This post, the 2nd of many, is about how to run more than one instance of an AIR app at the same time. Here is the only relevant adobe bug I could find on the matter, and it’s been closed saying the request has been forwarded to the AIR team. That was over a year and a half ago. When the user tries opening an AIR app that is already open, it sends an invoke event to the one already running and blocks additional ones from opening. Because of how this appears to work, it stands to reason that Adobe intends this behavior. Luckily, you can still run multiple instances with a bit of effort… sort of. I say sort of, because you actually have to make a small change to any additional instance to run it… so, technically, you might say it’s not really another instance.
In the installation directory of the AIR app is a file called “application.xml”. Yep, it’s essentially a copy of the file automatically created when starting a new AIR app. On windows, it’s at:
“…yourInstallDirectory/META-INF/AIR/application.xml”
On Mac, you can open the .app package and find it at:
“…yourInstallDirectory/Contents/Resources/META-INF/AIR/application.xml”
One of the nodes in this file is the id node. This appears to be how AIR recognizes if an AIR app is unique or if the same one is already running. Change the id then save the file, and you can launch another one. For my purposes, the user exports a new app which runs a presentation they’ve built. In reality, the player app they export is the same app they used to build the presentation but in a different state. To export, I am copying the air app, it’s dependent files, and some additional resources to where ever the user wishes to export. Once copied, I modify application.xml as described above, so as to allow the user to launch the export without first closing the builder application (which, again, are the same app).

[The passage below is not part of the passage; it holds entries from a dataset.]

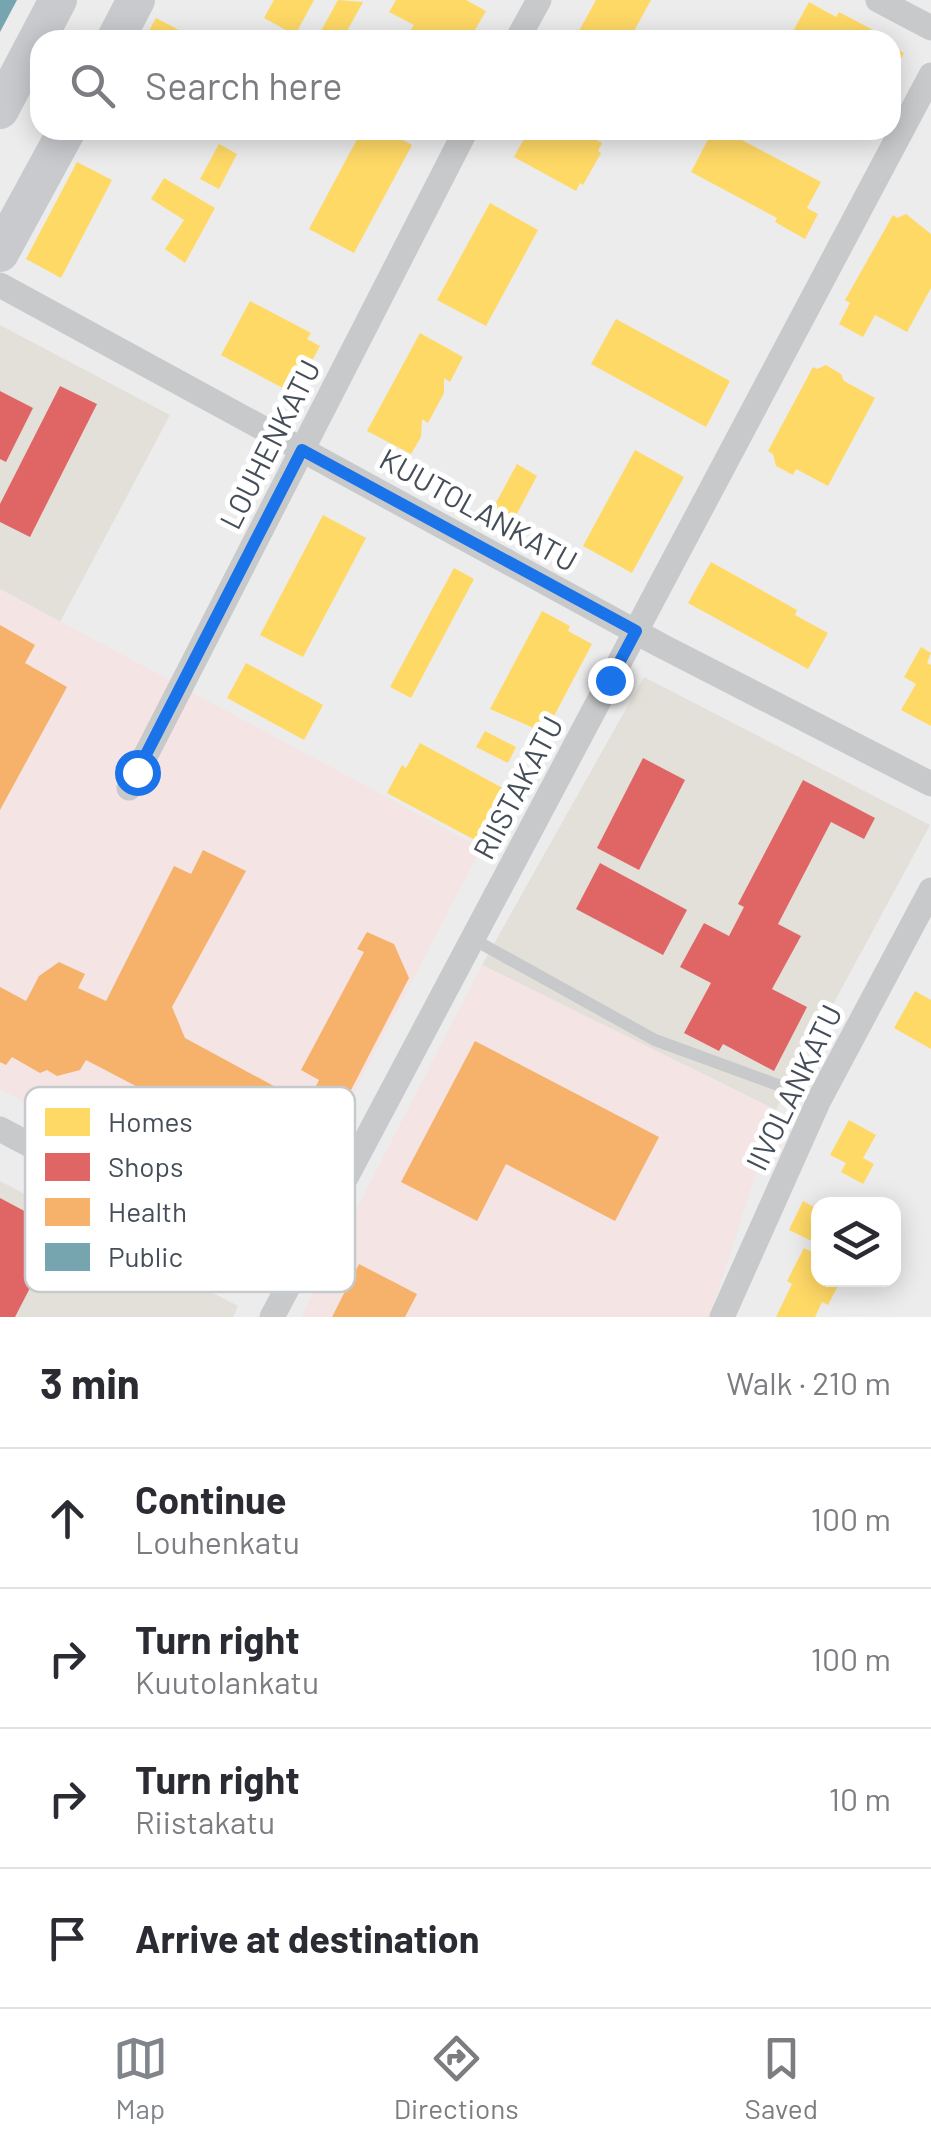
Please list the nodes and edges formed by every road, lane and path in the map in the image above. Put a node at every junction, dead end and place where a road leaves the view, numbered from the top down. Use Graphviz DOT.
graph roads {
  1 [pos="58,0"];
  2 [pos="136,0"];
  3 [pos="539,0"];
  4 [pos="878,0"];
  5 [pos="931,28"];
  6 [pos="42,30"];
  7 [pos="120,30"];
  8 [pos="522,30"];
  9 [pos="30,53"];
  10 [pos="931,75"];
  11 [pos="0,110"];
  12 [pos="901,132"];
  13 [pos="61,140"];
  14 [pos="461,140"];
  15 [pos="897,140"];
  16 [pos="0,253"];
  17 [pos="0,284"];
  18 [pos="302,450"];
  19 [pos="636,631"];
  20 [pos="931,784"];
  21 [pos="129,788"];
  22 [pos="931,890"];
  23 [pos="473,939"];
  24 [pos="819,1100"];
  25 [pos="0,1130"];
  26 [pos="25,1143"];
  27 [pos="355,1161"];
  28 [pos="286,1292"];
  29 [pos="272,1317"];
  30 [pos="722,1317"];
  1 -- 6 [label="main road"];
  2 -- 7 [label="main road"];
  3 -- 8 [label="street"];
  4 -- 5 [label="street"];
  9 -- 11 [label="main road"];
  10 -- 12 [label="street, RIISTAKATU"];
  13 -- 16 [label="main road"];
  14 -- 18 [label="street, LOUHENKATU"];
  15 -- 19 [label="street, RIISTAKATU"];
  17 -- 18 [label="street, KUUTOLANKATU"];
  18 -- 19 [label="street, KUUTOLANKATU"];
  18 -- 21 [label="street, LOUHENKATU"];
  19 -- 20 [label="street, KUUTOLANKATU"];
  19 -- 23 [label="street, RIISTAKATU"];
  22 -- 24 [label="street, IIVOLANKATU"];
  23 -- 24 [label="lane"];
  23 -- 27 [label="street, RIISTAKATU"];
  24 -- 30 [label="street, IIVOLANKATU"];
  25 -- 26 [label="street"];
  28 -- 29 [label="street, RIISTAKATU"];
}
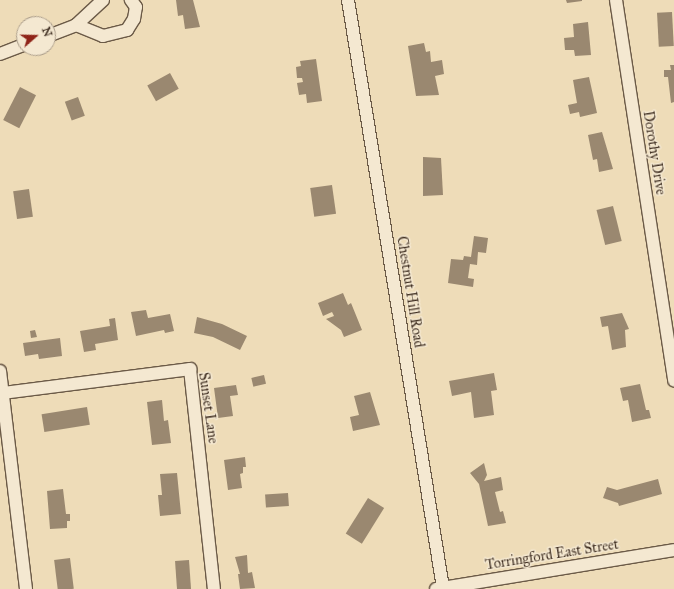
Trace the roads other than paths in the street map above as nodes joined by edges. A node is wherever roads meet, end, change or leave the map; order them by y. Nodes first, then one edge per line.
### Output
1 (104, 0) edge
2 (131, 0) edge
3 (348, 0) edge
4 (616, 0) edge
5 (76, 25) junction
6 (56, 33) edge
7 (16, 48) edge
8 (0, 54) edge
9 (0, 372) edge
10 (674, 381) edge
11 (3, 393) junction
12 (674, 550) edge
13 (439, 588) edge
14 (26, 589) edge
15 (214, 589) edge

1 - 5 street
2 - 5 street
3 - 13 street, Chestnut Hill Road
4 - 10 street, Dorothy Drive
5 - 6 street
7 - 8 street
9 - 11 street
11 - 14 street
11 - 15 street, Sunset Lane
12 - 13 street, Torringford East Street

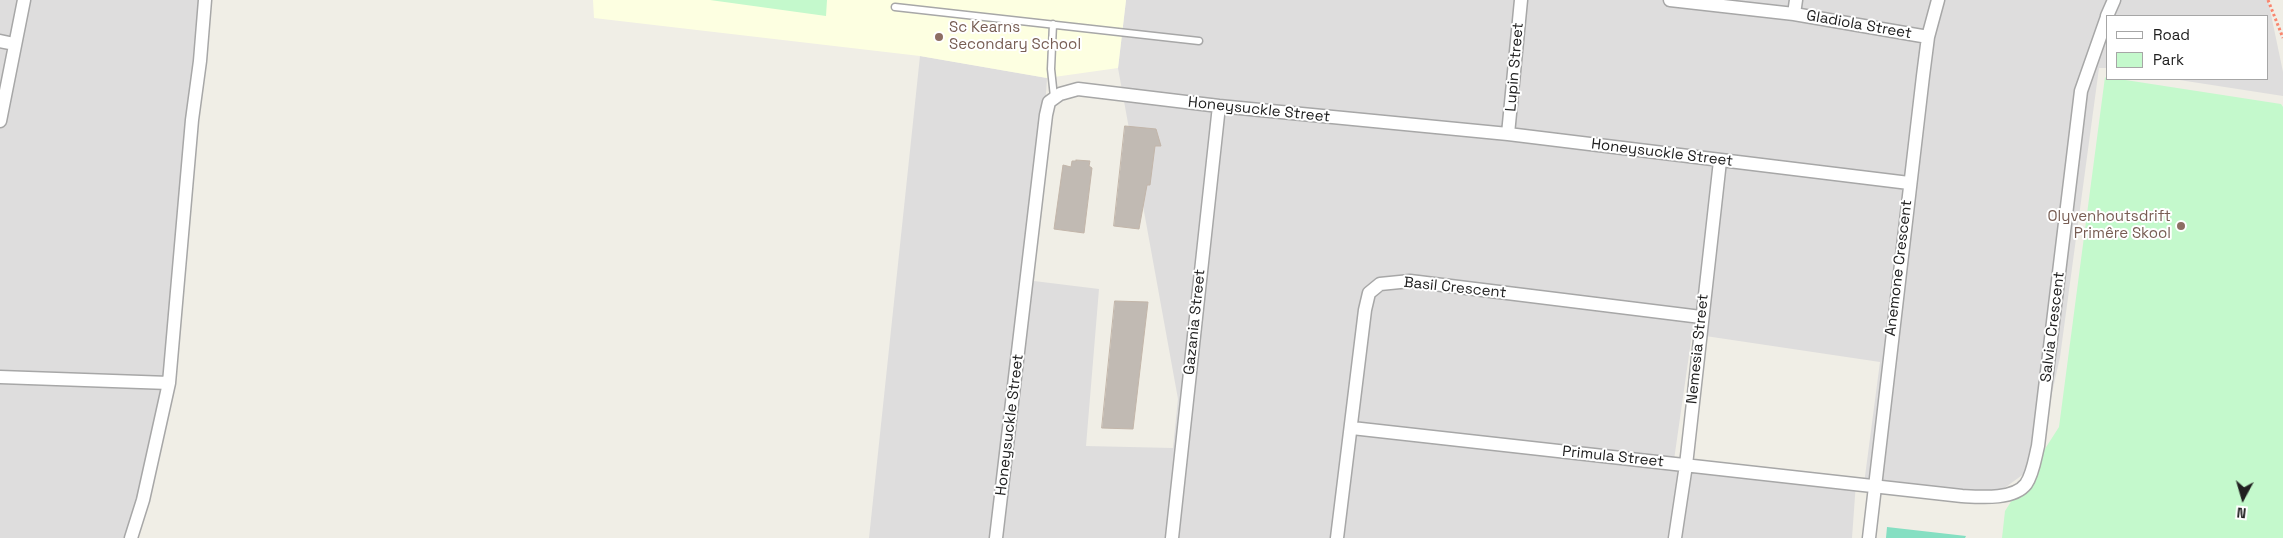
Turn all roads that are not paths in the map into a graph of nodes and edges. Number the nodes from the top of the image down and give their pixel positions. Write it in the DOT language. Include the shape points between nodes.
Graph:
graph roads {
  1 [pos="24,0"];
  2 [pos="205,0"];
  3 [pos="1521,0"];
  4 [pos="1670,0"];
  5 [pos="1796,0"];
  6 [pos="1938,0"];
  7 [pos="2114,0"];
  8 [pos="896,6"];
  9 [pos="1794,14"];
  10 [pos="2108,15"];
  11 [pos="2106,20"];
  12 [pos="1053,24"];
  13 [pos="1928,37"];
  14 [pos="0,41"];
  15 [pos="1199,41"];
  16 [pos="14,44"];
  17 [pos="1054,97"];
  18 [pos="1219,106"];
  19 [pos="0,121"];
  20 [pos="1508,134"];
  21 [pos="1720,161"];
  22 [pos="1909,183"];
  23 [pos="1701,317"];
  24 [pos="0,377"];
  25 [pos="170,382"];
  26 [pos="1352,428"];
  27 [pos="1686,465"];
  28 [pos="1875,485"];
  29 [pos="131,538"];
  30 [pos="996,538"];
  31 [pos="1172,538"];
  32 [pos="1337,538"];
  33 [pos="1676,538"];
  34 [pos="1869,538"];
  1 -- 16 [label="street"];
  2 -- 25 [label="street"];
  3 -- 20 [label="street, Lupin Street"];
  4 -- 9 [label="street, Gladiola Street"];
  5 -- 9 [label="street"];
  6 -- 13 [label="street, Anemone Crescent"];
  7 -- 10 [label="street, Salvia Crescent"];
  8 -- 12 [label="lane"];
  9 -- 13 [label="street, Gladiola Street"];
  11 -- 28 [label="street, Salvia Crescent" via="2081,91 2038,446 2028,480 2022,488 1988,497"];
  12 -- 15 [label="lane"];
  12 -- 17 [label="lane"];
  13 -- 22 [label="street, Anemone Crescent"];
  14 -- 16 [label="street"];
  16 -- 19 [label="street"];
  17 -- 18 [label="street, Honeysuckle Street" via="1078,89"];
  17 -- 30 [label="street, Honeysuckle Street" via="1049,102 1046,115"];
  18 -- 20 [label="street, Honeysuckle Street"];
  18 -- 31 [label="street, Gazania Street"];
  20 -- 21 [label="street, Honeysuckle Street"];
  21 -- 22 [label="street, Honeysuckle Street"];
  21 -- 23 [label="street, Nemesia Street"];
  22 -- 28 [label="street, Anemone Crescent"];
  23 -- 26 [label="street, Basil Crescent" via="1410,281 1380,284 1369,293 1365,310"];
  23 -- 27 [label="street, Nemesia Street"];
  24 -- 25 [label="street"];
  25 -- 29 [label="street"];
  26 -- 27 [label="street, Primula Street"];
  26 -- 32 [label="street, Basil Crescent"];
  27 -- 28 [label="street, Primula Street"];
  27 -- 33 [label="street, Nemesia Street"];
  28 -- 34 [label="street, Anemone Crescent"];
}
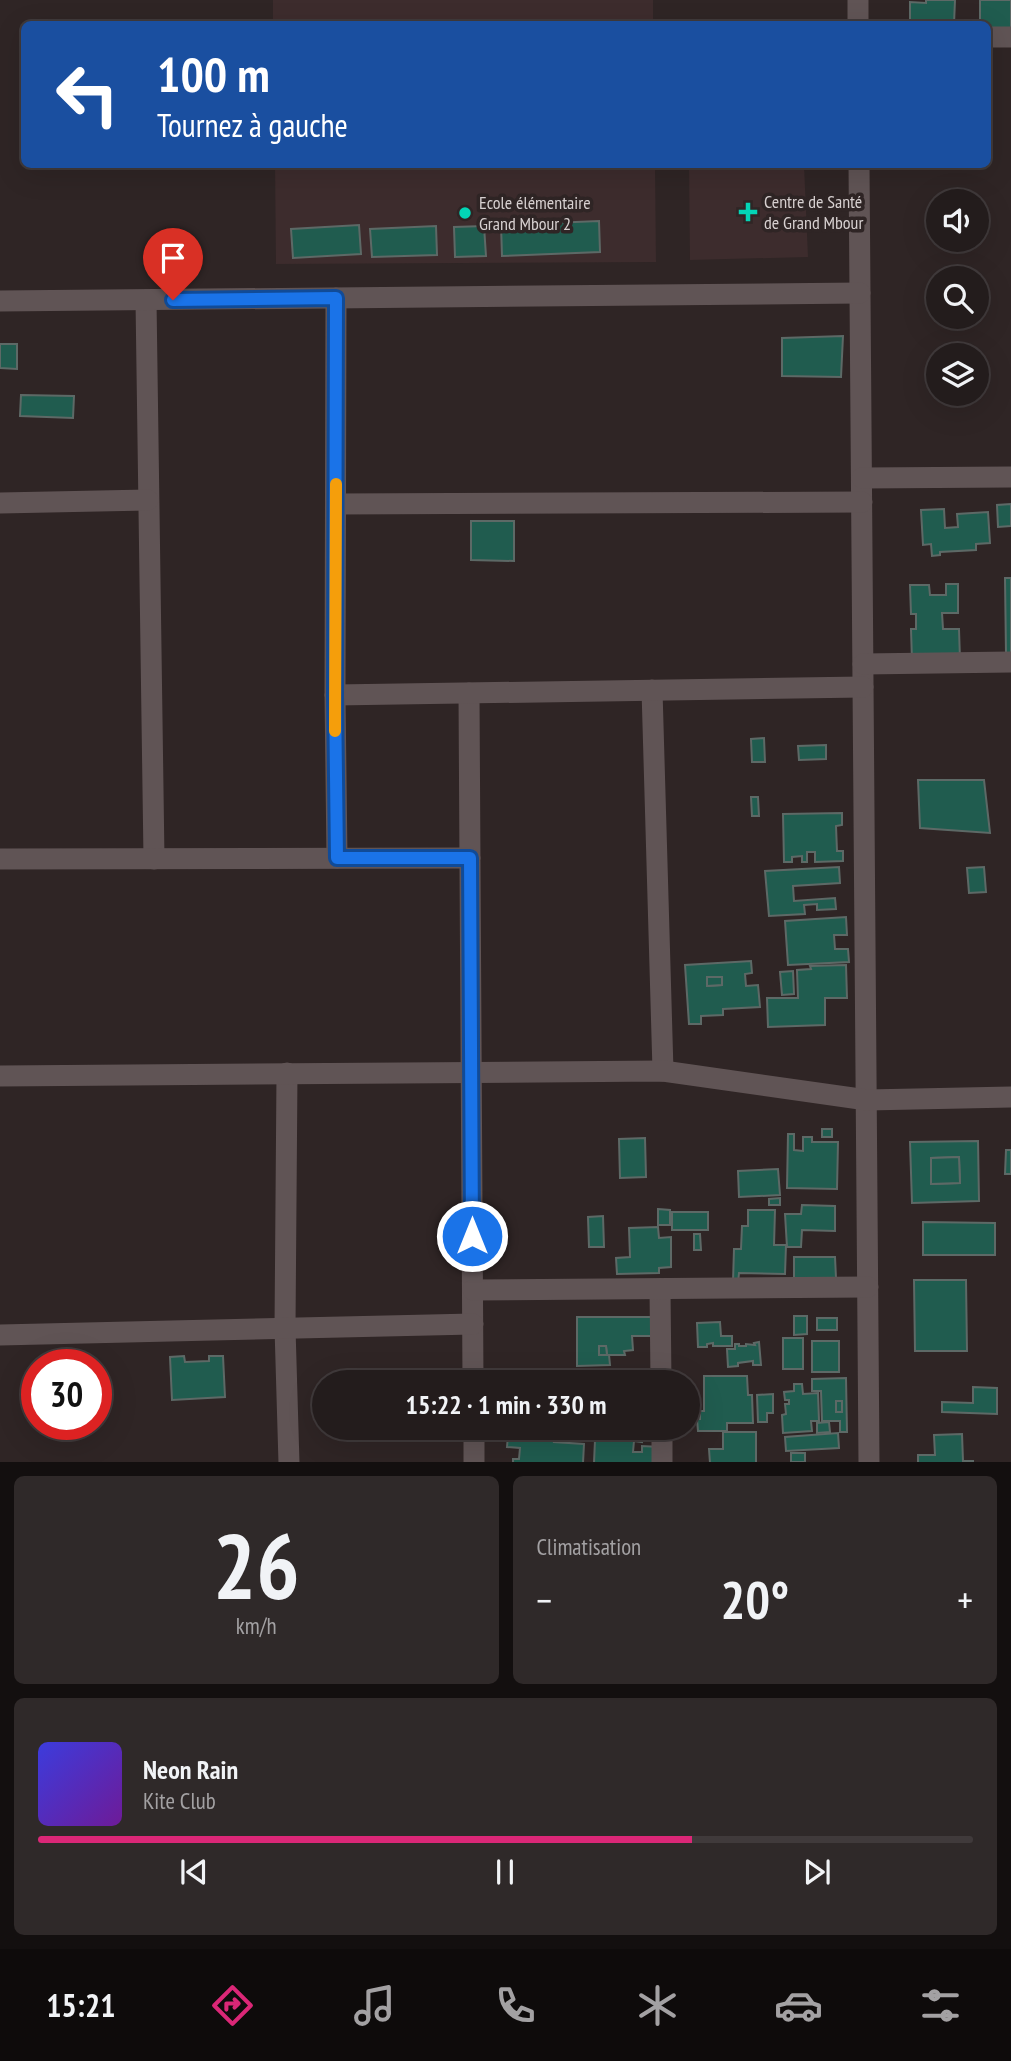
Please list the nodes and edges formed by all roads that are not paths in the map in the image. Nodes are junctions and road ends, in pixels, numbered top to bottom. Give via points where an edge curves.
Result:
1 (858, 0) edge
2 (858, 21) edge
3 (991, 37) edge
4 (1011, 37) edge
5 (859, 168) edge
6 (860, 293) junction
7 (336, 298) junction
8 (146, 300) junction
9 (0, 301) edge
10 (1011, 477) edge
11 (862, 478) junction
12 (148, 500) junction
13 (862, 502) junction
14 (0, 503) edge
15 (336, 504) junction
16 (1011, 662) edge
17 (863, 664) junction
18 (863, 687) junction
19 (652, 690) junction
20 (469, 693) junction
21 (335, 695) junction
22 (337, 858) junction
23 (470, 858) junction
24 (0, 859) edge
25 (154, 859) junction
26 (663, 1070) junction
27 (471, 1072) junction
28 (287, 1073) junction
29 (0, 1076) edge
30 (1011, 1097) edge
31 (867, 1100) junction
32 (868, 1287) junction
33 (660, 1289) junction
34 (473, 1290) junction
35 (473, 1324) junction
36 (285, 1328) junction
37 (0, 1335) edge
38 (473, 1370) edge
39 (661, 1370) edge
40 (474, 1440) edge
41 (662, 1440) edge
42 (289, 1462) edge
43 (474, 1462) edge
44 (662, 1462) edge
45 (869, 1462) edge

1 - 2 street
3 - 4 street
5 - 6 street
6 - 7 street
6 - 11 street
7 - 8 street
7 - 15 street
8 - 9 street
8 - 12 street
10 - 11 street
11 - 13 street
12 - 14 street
12 - 25 street
13 - 15 street
13 - 17 street
15 - 21 street
16 - 17 street
17 - 18 street
18 - 19 street
18 - 31 street
19 - 20 street
19 - 26 street
20 - 21 street
20 - 23 street
21 - 22 street
22 - 23 street
22 - 25 street
23 - 27 street
24 - 25 street
26 - 27 street
26 - 31 street
27 - 28 street
27 - 34 street
28 - 29 street
28 - 36 street
30 - 31 street
31 - 32 street
32 - 33 street
32 - 45 street
33 - 34 street
33 - 39 street
34 - 35 street
35 - 36 street
35 - 38 street
36 - 37 street
36 - 42 street
40 - 43 street
41 - 44 street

I hope, as with all these workarounds, that you 1st go through why Adobe decided to lock this down in the first place and determine if you really should be working around it. The last thing I want is for these techniques to be abused, both tainting AIR and forcing Adobe to implement more restrictions. I consider my need to have been a corner case, but don’t intend to use this workaround very often, if at all, in future projects.
Disclaimer over. I hope this both made sense and helps someone out there. Feel free to drop a comment if something is unclear, wrong, or if you feel code samples or anything are needed in addition.